French manufacturer Renault is set to continue its investment in the internal combustion engine (ICE) beyond the forced shift to electrification in European markets later this decade.
Having broken the business down into separate units – Horse, Ampere, Alpine and Mobilize and its recycling business Neutral – Renault is planning on developing fossil-fuel powered vehicles for the time being.
While Ampere will take care of electric vehicles and Alpine will remain performance-orientated, even as it transitions to being an EV brand, the ‘Horse’ division will invest substantially into the development of future-generation of ICE.
Renault Australia boss Glen Sealey told CarExpert electric vehicles still have some time to go before becoming affordable.
“The way we look at it, we see an ICE, we see an electric Renault and we see LCV Renault and we also have Alpine. So the internal combustion engine vehicles will consist today of Koleos, Captur, Arkana and then we would like to add to that but that would need to come from Horse projects,” Mr Sealey said.
“Then there are EV Renaults that are more expensive, that’s 75k [for a Megane E-Tech Electric], that notion that EVs will get cheaper I just haven’t seen it yet, at all.
“The reason we want to keep ICE as well as develop EVs, is that mobility is still available, for a person that lives in a small unit and can’t charge their EV and can only afford 35 grand… are they going to walk to work? They need mobility else they are forced into really old used cars.”
The internal combustion vehicles will also suit developing markets in Africa, China and the Middle East.
“There is no getting around the fact that an EV is much more expensive than an ICE and there is still a need for people at the lower end to have mobility so we think that’s important,” said Mr Sealey.
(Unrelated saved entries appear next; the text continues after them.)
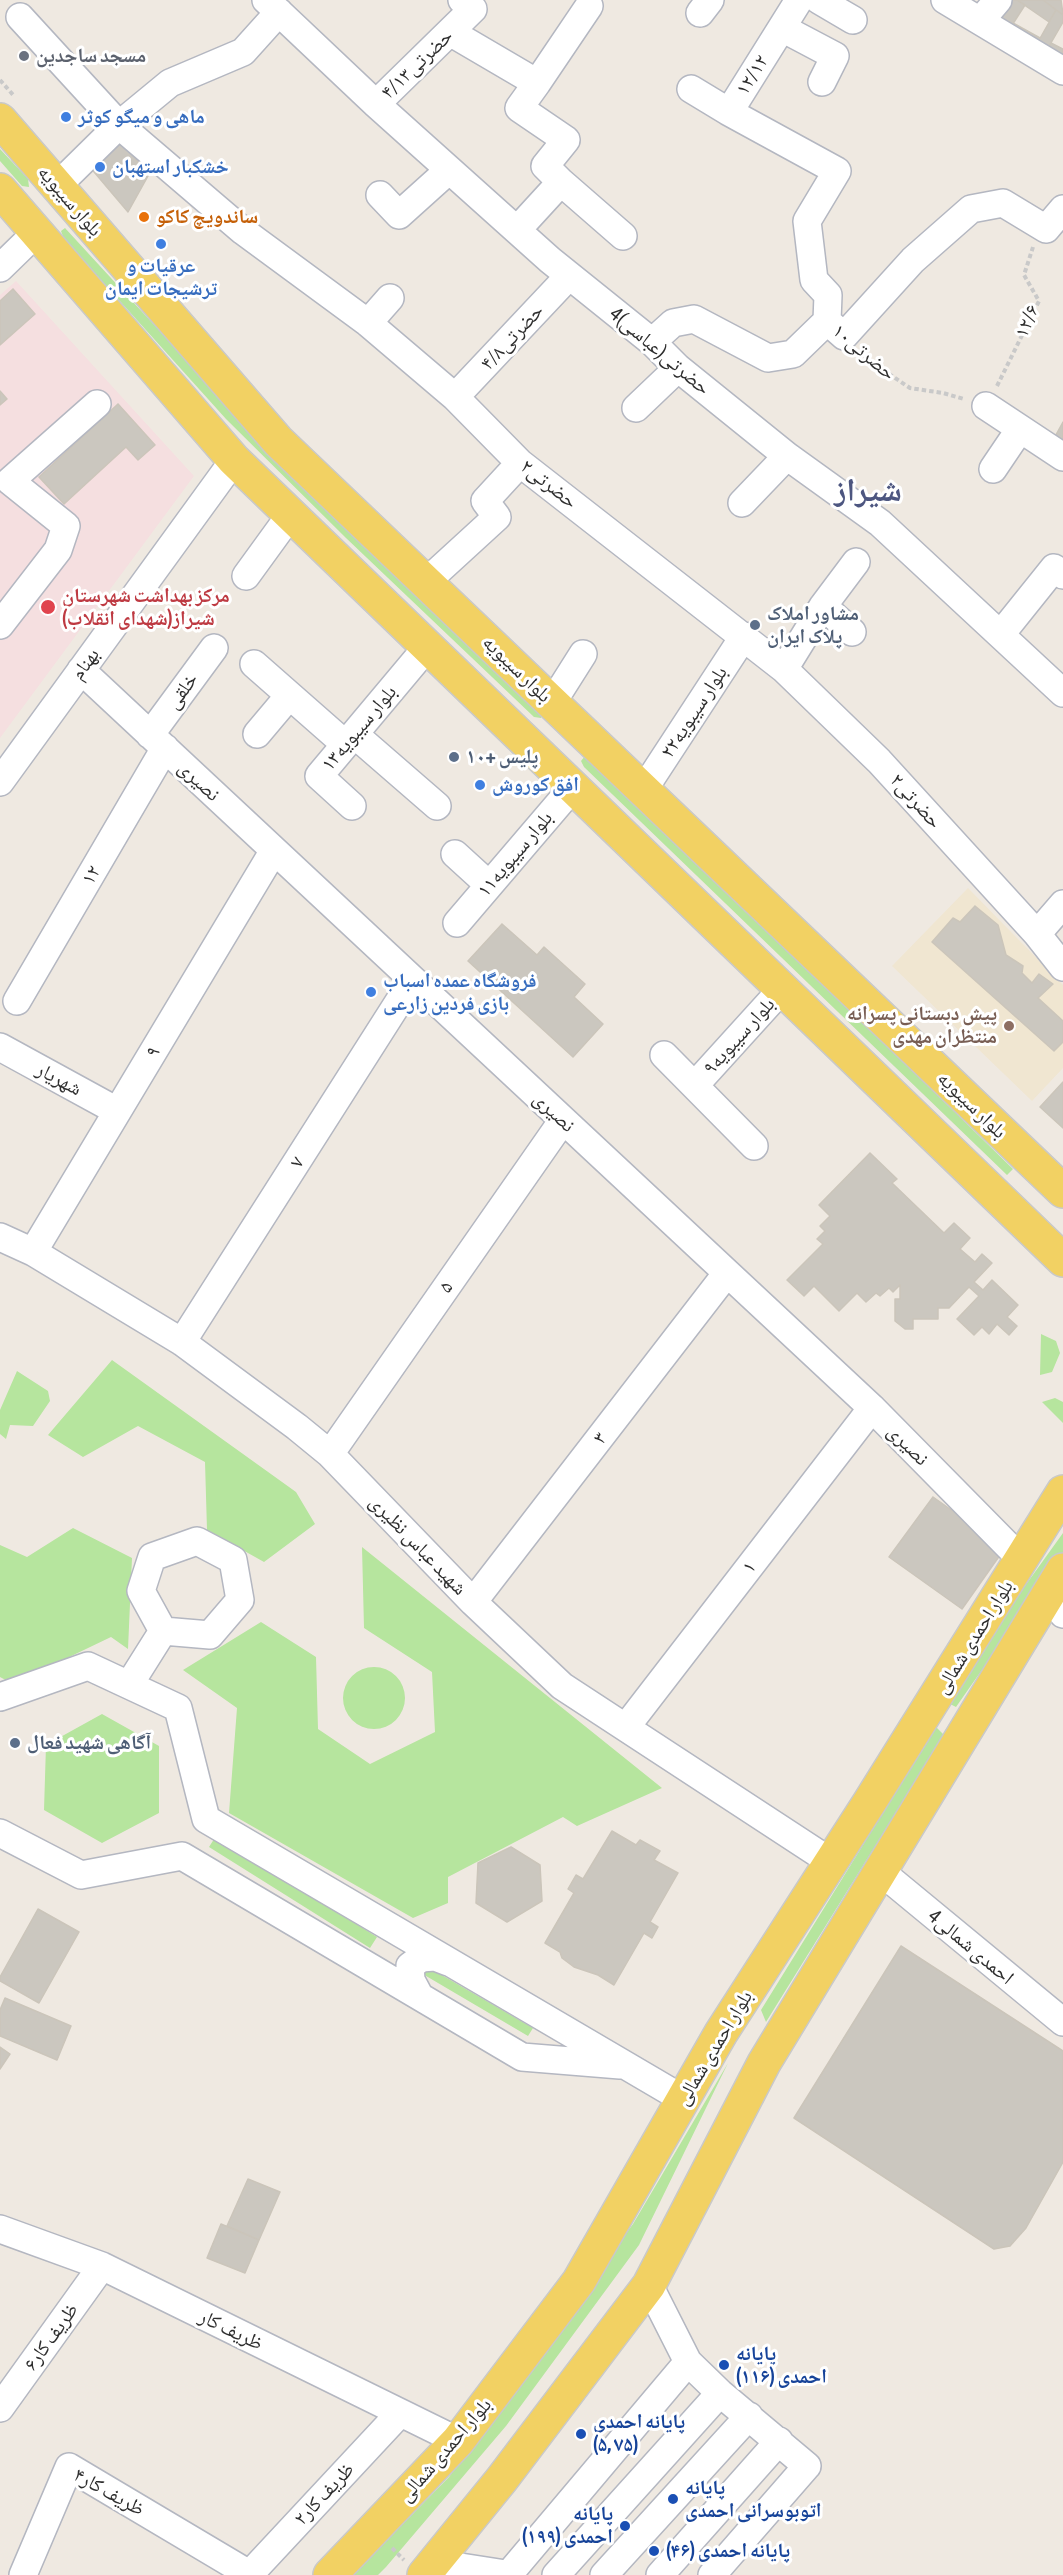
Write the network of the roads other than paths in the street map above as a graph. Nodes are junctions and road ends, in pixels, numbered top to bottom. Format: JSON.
{"nodes":[{"id":1,"x":462,"y":0,"type":"edge"},
{"id":2,"x":799,"y":0,"type":"edge"},
{"id":3,"x":819,"y":0,"type":"edge"},
{"id":4,"x":945,"y":0,"type":"edge"},
{"id":5,"x":271,"y":3,"type":"edge"},
{"id":6,"x":590,"y":6,"type":"dead end"},
{"id":7,"x":990,"y":10,"type":"edge"},
{"id":8,"x":20,"y":17,"type":"dead end"},
{"id":9,"x":854,"y":20,"type":"dead end"},
{"id":10,"x":782,"y":28,"type":"junction"},
{"id":11,"x":450,"y":32,"type":"junction"},
{"id":12,"x":1063,"y":71,"type":"edge"},
{"id":13,"x":822,"y":82,"type":"dead end"},
{"id":14,"x":537,"y":83,"type":"junction"},
{"id":15,"x":691,"y":89,"type":"dead end"},
{"id":16,"x":376,"y":104,"type":"junction"},
{"id":17,"x":729,"y":112,"type":"junction"},
{"id":18,"x":0,"y":120,"type":"edge"},
{"id":19,"x":119,"y":125,"type":"junction"},
{"id":20,"x":449,"y":170,"type":"junction"},
{"id":21,"x":561,"y":182,"type":"junction"},
{"id":22,"x":0,"y":190,"type":"edge"},
{"id":23,"x":63,"y":193,"type":"junction"},
{"id":24,"x":380,"y":195,"type":"dead end"},
{"id":25,"x":1055,"y":219,"type":"edge"},
{"id":26,"x":517,"y":230,"type":"junction"},
{"id":27,"x":37,"y":232,"type":"junction"},
{"id":28,"x":623,"y":236,"type":"dead end"},
{"id":29,"x":0,"y":268,"type":"edge"},
{"id":30,"x":570,"y":276,"type":"junction"},
{"id":31,"x":390,"y":298,"type":"dead end"},
{"id":32,"x":368,"y":323,"type":"junction"},
{"id":33,"x":835,"y":328,"type":"junction"},
{"id":34,"x":652,"y":342,"type":"junction"},
{"id":35,"x":678,"y":368,"type":"junction"},
{"id":36,"x":455,"y":398,"type":"junction"},
{"id":37,"x":97,"y":404,"type":"dead end"},
{"id":38,"x":986,"y":406,"type":"road end"},
{"id":39,"x":636,"y":408,"type":"dead end"},
{"id":40,"x":1020,"y":429,"type":"junction"},
{"id":41,"x":787,"y":456,"type":"junction"},
{"id":42,"x":1063,"y":457,"type":"edge"},
{"id":43,"x":234,"y":460,"type":"junction"},
{"id":44,"x":520,"y":463,"type":"junction"},
{"id":45,"x":993,"y":469,"type":"dead end"},
{"id":46,"x":742,"y":503,"type":"dead end"},
{"id":47,"x":291,"y":514,"type":"junction"},
{"id":48,"x":856,"y":562,"type":"dead end"},
{"id":49,"x":1063,"y":575,"type":"edge"},
{"id":50,"x":246,"y":576,"type":"dead end"},
{"id":51,"x":426,"y":582,"type":"junction"},
{"id":52,"x":823,"y":606,"type":"junction"},
{"id":53,"x":1,"y":618,"type":"edge"},
{"id":54,"x":852,"y":633,"type":"dead end"},
{"id":55,"x":1001,"y":634,"type":"junction"},
{"id":56,"x":744,"y":636,"type":"junction"},
{"id":57,"x":428,"y":646,"type":"junction"},
{"id":58,"x":214,"y":648,"type":"dead end"},
{"id":59,"x":583,"y":654,"type":"dead end"},
{"id":60,"x":254,"y":664,"type":"dead end"},
{"id":61,"x":784,"y":669,"type":"junction"},
{"id":62,"x":81,"y":670,"type":"junction"},
{"id":63,"x":1063,"y":693,"type":"edge"},
{"id":64,"x":289,"y":696,"type":"junction"},
{"id":65,"x":552,"y":703,"type":"junction"},
{"id":66,"x":580,"y":729,"type":"junction"},
{"id":67,"x":257,"y":734,"type":"dead end"},
{"id":68,"x":350,"y":739,"type":"junction"},
{"id":69,"x":157,"y":742,"type":"junction"},
{"id":70,"x":550,"y":763,"type":"junction"},
{"id":71,"x":0,"y":782,"type":"edge"},
{"id":72,"x":574,"y":786,"type":"junction"},
{"id":73,"x":644,"y":789,"type":"junction"},
{"id":74,"x":352,"y":806,"type":"dead end"},
{"id":75,"x":437,"y":806,"type":"dead end"},
{"id":76,"x":273,"y":852,"type":"junction"},
{"id":77,"x":454,"y":854,"type":"dead end"},
{"id":78,"x":489,"y":885,"type":"junction"},
{"id":79,"x":1063,"y":904,"type":"edge"},
{"id":80,"x":457,"y":922,"type":"dead end"},
{"id":81,"x":1037,"y":934,"type":"junction"},
{"id":82,"x":1063,"y":967,"type":"edge"},
{"id":83,"x":412,"y":981,"type":"junction"},
{"id":84,"x":783,"y":988,"type":"junction"},
{"id":85,"x":17,"y":1001,"type":"dead end"},
{"id":86,"x":0,"y":1047,"type":"edge"},
{"id":87,"x":664,"y":1055,"type":"dead end"},
{"id":88,"x":695,"y":1084,"type":"junction"},
{"id":89,"x":117,"y":1111,"type":"junction"},
{"id":90,"x":563,"y":1120,"type":"junction"},
{"id":91,"x":754,"y":1146,"type":"dead end"},
{"id":92,"x":1024,"y":1154,"type":"junction"},
{"id":93,"x":1063,"y":1164,"type":"edge"},
{"id":94,"x":1063,"y":1191,"type":"edge"},
{"id":95,"x":0,"y":1237,"type":"edge"},
{"id":96,"x":33,"y":1252,"type":"junction"},
{"id":97,"x":1061,"y":1263,"type":"edge"},
{"id":98,"x":727,"y":1274,"type":"junction"},
{"id":99,"x":182,"y":1342,"type":"junction"},
{"id":100,"x":872,"y":1408,"type":"junction"},
{"id":101,"x":330,"y":1455,"type":"junction"},
{"id":102,"x":1063,"y":1492,"type":"edge"},
{"id":103,"x":1022,"y":1560,"type":"junction"},
{"id":104,"x":1058,"y":1592,"type":"edge"},
{"id":105,"x":473,"y":1602,"type":"junction"},
{"id":106,"x":163,"y":1631,"type":"dead end"},
{"id":107,"x":129,"y":1685,"type":"junction"},
{"id":108,"x":0,"y":1697,"type":"edge"},
{"id":109,"x":626,"y":1726,"type":"junction"},
{"id":110,"x":0,"y":1833,"type":"edge"},
{"id":111,"x":831,"y":1862,"type":"junction"},
{"id":112,"x":880,"y":1871,"type":"junction"},
{"id":113,"x":378,"y":1920,"type":"junction"},
{"id":114,"x":340,"y":1949,"type":"junction"},
{"id":115,"x":449,"y":1962,"type":"junction"},
{"id":116,"x":418,"y":1995,"type":"junction"},
{"id":117,"x":1062,"y":2019,"type":"edge"},
{"id":118,"x":721,"y":2033,"type":"junction"},
{"id":119,"x":764,"y":2063,"type":"junction"},
{"id":120,"x":627,"y":2066,"type":"junction"},
{"id":121,"x":683,"y":2099,"type":"junction"},
{"id":122,"x":0,"y":2229,"type":"edge"},
{"id":123,"x":102,"y":2266,"type":"junction"},
{"id":124,"x":649,"y":2286,"type":"junction"},
{"id":125,"x":688,"y":2362,"type":"junction"},
{"id":126,"x":720,"y":2393,"type":"junction"},
{"id":127,"x":0,"y":2408,"type":"edge"},
{"id":128,"x":400,"y":2413,"type":"junction"},
{"id":129,"x":748,"y":2416,"type":"junction"},
{"id":130,"x":779,"y":2440,"type":"junction"},
{"id":131,"x":458,"y":2441,"type":"junction"},
{"id":132,"x":430,"y":2570,"type":"edge"},
{"id":133,"x":511,"y":2574,"type":"edge"},
{"id":134,"x":22,"y":2575,"type":"edge"},
{"id":135,"x":249,"y":2575,"type":"edge"},
{"id":136,"x":330,"y":2575,"type":"edge"},
{"id":137,"x":556,"y":2575,"type":"edge"},
{"id":138,"x":604,"y":2575,"type":"edge"},
{"id":139,"x":660,"y":2575,"type":"edge"},
{"id":140,"x":712,"y":2575,"type":"edge"}],
"edges":[{"from":1,"to":11,"type":"street","name":"حضرتی۴/۱۳"},
{"from":2,"to":10,"type":"street","name":"۱۲/۱۲"},
{"from":3,"to":9,"type":"street"},
{"from":4,"to":7,"type":"street"},
{"from":5,"to":16,"type":"street","name":"4حضرتی(عباسی)"},
{"from":5,"to":19,"type":"street"},
{"from":6,"to":14,"type":"street"},
{"from":7,"to":12,"type":"street"},
{"from":8,"to":19,"type":"street","name":"حضرتی۲"},
{"from":10,"to":13,"type":"street"},
{"from":10,"to":17,"type":"street","name":"۱۲/۱۲"},
{"from":11,"to":14,"type":"street"},
{"from":11,"to":16,"type":"street","name":"حضرتی۴/۱۳"},
{"from":14,"to":21,"type":"street"},
{"from":15,"to":17,"type":"street","name":"۱۲/۱۲"},
{"from":16,"to":20,"type":"street","name":"4حضرتی(عباسی)"},
{"from":17,"to":33,"type":"street"},
{"from":18,"to":23,"type":"main road","name":"بلوار سیبویه"},
{"from":19,"to":23,"type":"street"},
{"from":19,"to":32,"type":"street","name":"حضرتی۲"},
{"from":20,"to":24,"type":"street"},
{"from":20,"to":26,"type":"street","name":"4حضرتی(عباسی)"},
{"from":21,"to":26,"type":"street"},
{"from":21,"to":28,"type":"street"},
{"from":22,"to":27,"type":"main road"},
{"from":23,"to":27,"type":"main road"},
{"from":23,"to":51,"type":"main road","name":"بلوار سیبویه"},
{"from":25,"to":33,"type":"street"},
{"from":26,"to":30,"type":"street","name":"4حضرتی(عباسی)"},
{"from":27,"to":29,"type":"street"},
{"from":27,"to":43,"type":"main road"},
{"from":30,"to":34,"type":"street","name":"4حضرتی(عباسی)"},
{"from":30,"to":36,"type":"street","name":"حضرتی۴/۸"},
{"from":31,"to":32,"type":"street"},
{"from":32,"to":36,"type":"street","name":"حضرتی۲"},
{"from":33,"to":34,"type":"street"},
{"from":34,"to":35,"type":"street","name":"4حضرتی(عباسی)"},
{"from":35,"to":39,"type":"street"},
{"from":35,"to":41,"type":"street","name":"4حضرتی(عباسی)"},
{"from":36,"to":44,"type":"street","name":"حضرتی۲"},
{"from":37,"to":53,"type":"street"},
{"from":38,"to":40,"type":"street"},
{"from":40,"to":42,"type":"street"},
{"from":40,"to":45,"type":"street"},
{"from":41,"to":46,"type":"street"},
{"from":41,"to":55,"type":"street","name":"4حضرتی(عباسی)"},
{"from":43,"to":47,"type":"main road"},
{"from":43,"to":62,"type":"street","name":"بهنام"},
{"from":44,"to":51,"type":"street"},
{"from":44,"to":56,"type":"street","name":"حضرتی۲"},
{"from":47,"to":50,"type":"street"},
{"from":47,"to":57,"type":"main road"},
{"from":48,"to":52,"type":"street"},
{"from":49,"to":55,"type":"street"},
{"from":51,"to":65,"type":"main road","name":"بلوار سیبویه"},
{"from":52,"to":54,"type":"street"},
{"from":52,"to":61,"type":"street"},
{"from":55,"to":63,"type":"street","name":"4حضرتی(عباسی)"},
{"from":56,"to":61,"type":"street","name":"حضرتی۲"},
{"from":56,"to":73,"type":"street","name":"بلوار سیبویه۲۲"},
{"from":57,"to":68,"type":"street","name":"بلوار سیبویه۱۳"},
{"from":57,"to":70,"type":"main road"},
{"from":58,"to":69,"type":"street","name":"خلقی"},
{"from":59,"to":65,"type":"street"},
{"from":60,"to":64,"type":"street"},
{"from":61,"to":81,"type":"street","name":"حضرتی۲"},
{"from":62,"to":69,"type":"street","name":"نصیری"},
{"from":62,"to":71,"type":"street","name":"بهنام"},
{"from":64,"to":67,"type":"street"},
{"from":64,"to":68,"type":"street"},
{"from":65,"to":66,"type":"main road","name":"بلوار سیبویه"},
{"from":66,"to":70,"type":"main road"},
{"from":66,"to":73,"type":"main road","name":"بلوار سیبویه"},
{"from":68,"to":74,"type":"street","name":"بلوار سیبویه۱۳"},
{"from":68,"to":75,"type":"street"},
{"from":69,"to":76,"type":"street","name":"نصیری"},
{"from":69,"to":85,"type":"street","name":"۱۲"},
{"from":70,"to":72,"type":"main road"},
{"from":72,"to":78,"type":"street","name":"بلوار سیبویه۱۱"},
{"from":72,"to":84,"type":"main road"},
{"from":73,"to":92,"type":"main road","name":"بلوار سیبویه"},
{"from":76,"to":83,"type":"street","name":"نصیری"},
{"from":76,"to":89,"type":"street","name":"۹"},
{"from":77,"to":78,"type":"street"},
{"from":78,"to":80,"type":"street","name":"بلوار سیبویه۱۱"},
{"from":79,"to":81,"type":"street"},
{"from":81,"to":82,"type":"street","name":"حضرتی۲"},
{"from":83,"to":90,"type":"street","name":"نصیری"},
{"from":83,"to":99,"type":"street","name":"۷"},
{"from":84,"to":88,"type":"street","name":"بلوار سیبویه۹"},
{"from":84,"to":97,"type":"main road"},
{"from":86,"to":89,"type":"street","name":"شهریار"},
{"from":87,"to":88,"type":"street"},
{"from":88,"to":91,"type":"street"},
{"from":89,"to":96,"type":"street","name":"۹"},
{"from":90,"to":98,"type":"street","name":"نصیری"},
{"from":90,"to":101,"type":"street","name":"۵"},
{"from":92,"to":93,"type":"main road"},
{"from":92,"to":94,"type":"main road","name":"بلوار سیبویه"},
{"from":95,"to":96,"type":"street","name":"شهید عباس نظیری"},
{"from":96,"to":99,"type":"street","name":"شهید عباس نظیری"},
{"from":98,"to":100,"type":"street","name":"نصیری"},
{"from":98,"to":105,"type":"street","name":"۳"},
{"from":99,"to":101,"type":"street","name":"شهید عباس نظیری"},
{"from":100,"to":103,"type":"street","name":"نصیری"},
{"from":100,"to":109,"type":"street","name":"۱"},
{"from":101,"to":105,"type":"street","name":"شهید عباس نظیری"},
{"from":102,"to":103,"type":"main road","name":"بلوار احمدی شمالی"},
{"from":103,"to":111,"type":"main road","name":"بلوار احمدی شمالی"},
{"from":104,"to":112,"type":"main road","name":"بلوار احمدی شمالی"},
{"from":105,"to":109,"type":"street","name":"شهید عباس نظیری"},
{"from":106,"to":107,"type":"street"},
{"from":107,"to":108,"type":"street"},
{"from":107,"to":113,"type":"street"},
{"from":109,"to":111,"type":"street","name":"شهید عباس نظیری"},
{"from":110,"to":114,"type":"street"},
{"from":111,"to":118,"type":"main road","name":"بلوار احمدی شمالی"},
{"from":112,"to":117,"type":"street","name":"4احمدی شمالی"},
{"from":112,"to":119,"type":"main road","name":"بلوار احمدی شمالی"},
{"from":113,"to":114,"type":"street"},
{"from":113,"to":115,"type":"street"},
{"from":114,"to":116,"type":"street"},
{"from":115,"to":116,"type":"street"},
{"from":115,"to":120,"type":"street"},
{"from":116,"to":120,"type":"street"},
{"from":118,"to":119,"type":"main road"},
{"from":118,"to":121,"type":"main road","name":"بلوار احمدی شمالی"},
{"from":119,"to":124,"type":"main road","name":"بلوار احمدی شمالی"},
{"from":120,"to":121,"type":"street"},
{"from":121,"to":131,"type":"main road","name":"بلوار احمدی شمالی"},
{"from":122,"to":123,"type":"street","name":"ظریف کار"},
{"from":123,"to":127,"type":"street","name":"ظریف کار۶"},
{"from":123,"to":128,"type":"street","name":"ظریف کار"},
{"from":124,"to":125,"type":"street"},
{"from":124,"to":132,"type":"main road","name":"بلوار احمدی شمالی"},
{"from":125,"to":126,"type":"street"},
{"from":125,"to":133,"type":"street"},
{"from":126,"to":129,"type":"street"},
{"from":126,"to":137,"type":"street"},
{"from":128,"to":131,"type":"street","name":"ظریف کار"},
{"from":128,"to":135,"type":"street","name":"۲ظریف کار"},
{"from":129,"to":130,"type":"street"},
{"from":129,"to":138,"type":"street"},
{"from":130,"to":139,"type":"street"},
{"from":130,"to":140,"type":"street"},
{"from":131,"to":136,"type":"main road","name":"بلوار احمدی شمالی"},
{"from":132,"to":133,"type":"street"},
{"from":134,"to":135,"type":"street","name":"ظریف کار۴"}]}
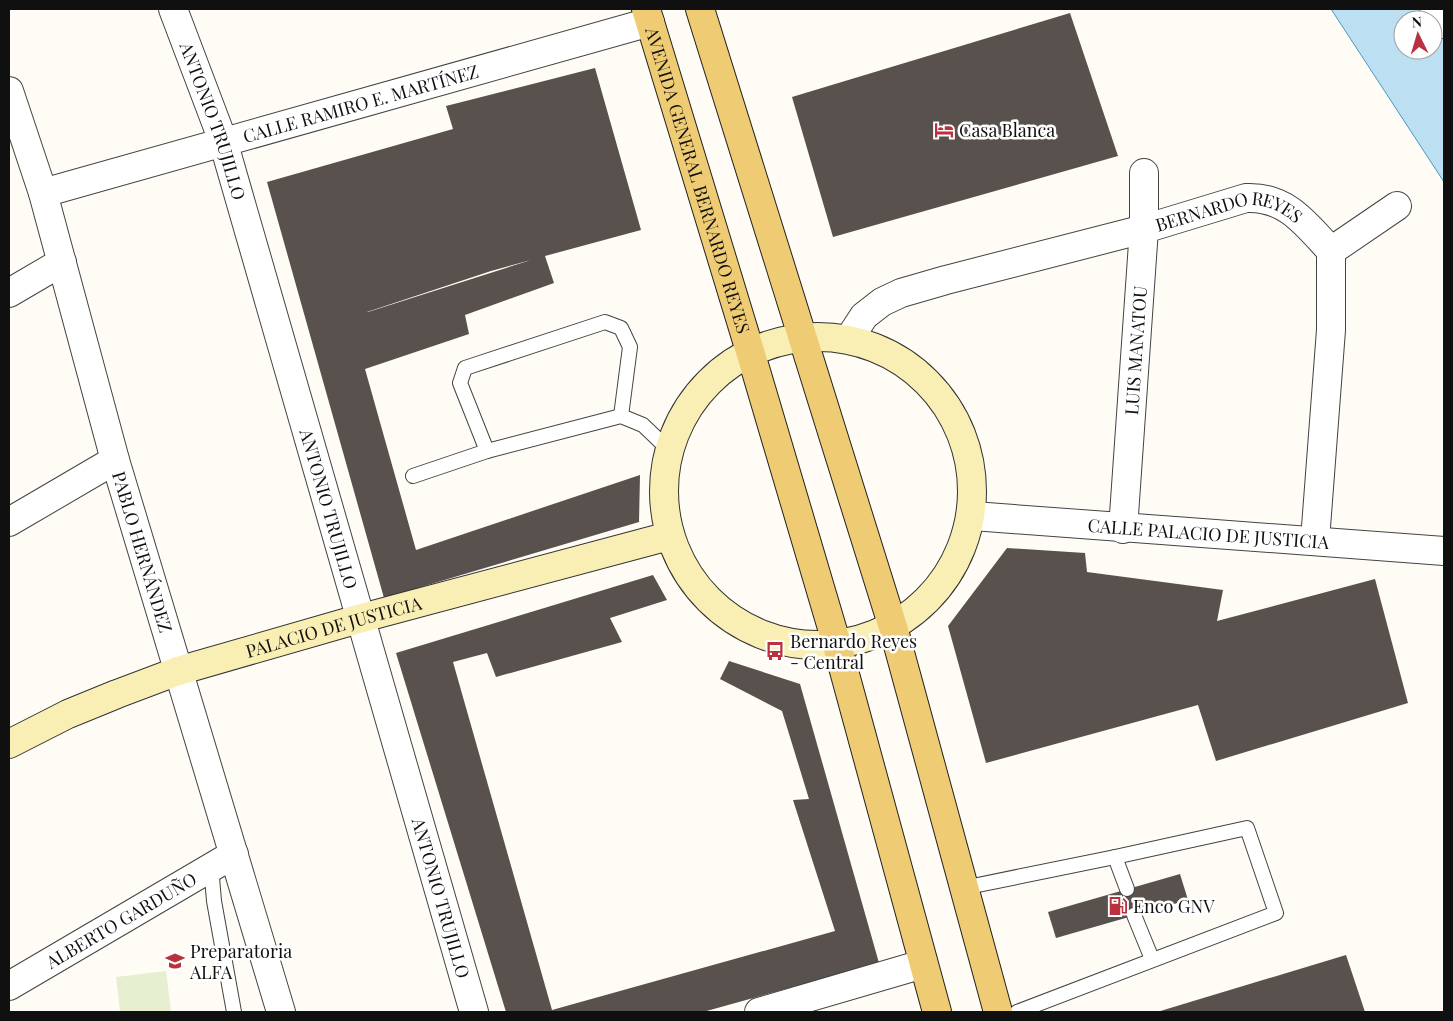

In saying that, the future of cars like the Koleos remains unclear with the current model set to be made for a few more years yet, with no word on the next generation as of yet.
The Korean-built SUV is effectively being replaced in Europe by the new, more SUV-like Espace, but will continue on in its current guise in other markets.
Renault Korea Motors is getting fresh product, however, with the company teasing its first Geely-based model late last year, following the Chinese automaker’s acquisition of a third of Renault Korea Motors.
The as-yet unnamed coupe crossover will be “designed, developed and produced in South Korea” and use hybrid powertrains.
Renault says it’ll launch an all-new line-up of hybrid models in the D-segment “based on the latest Geely-Volvo technologies for both local and export markets starting 2024”.
Geely and Renault’s tie-up goes far beyond a simple platform-sharing deal, however.
Renault’s combustion and hybrid powertrain manufacturing will be part of a joint venture, in which both it and Geely will have a 50 per cent equity stake.
The framework agreement is expected to be made formal in 2023, and the joint venture will also supply powertrains to Renault’s Alliance partners Nissan and Mitsubishi.
The two automakers estimate that, with their combined product portfolio and regional footprint, their joint venture could offer solutions for 80 per cent of the global internal combustion engine market.
Renault and Geely have plans for 17 powertrain plants spread across three continents staffed by a total of 19,000 people.
The new company will have a total production capacity of over five million internal-combustion, hybrid and plug-in hybrid powertrains and transmissions each year.
“ICE and hybrid engine technologies will remain a critical part of the automotive supply chain for decades to come. We’ll be able to offer best-in-class powertrain and electrified solutions to multiple OEM brands worldwide, unleashing the market potential for this low-emission technology,” said Renault CEO Luca de Meo.
Renault says internal-combustion and hybrid vehicles will still represent up to 50 per cent of passenger car sales worldwide by 2040.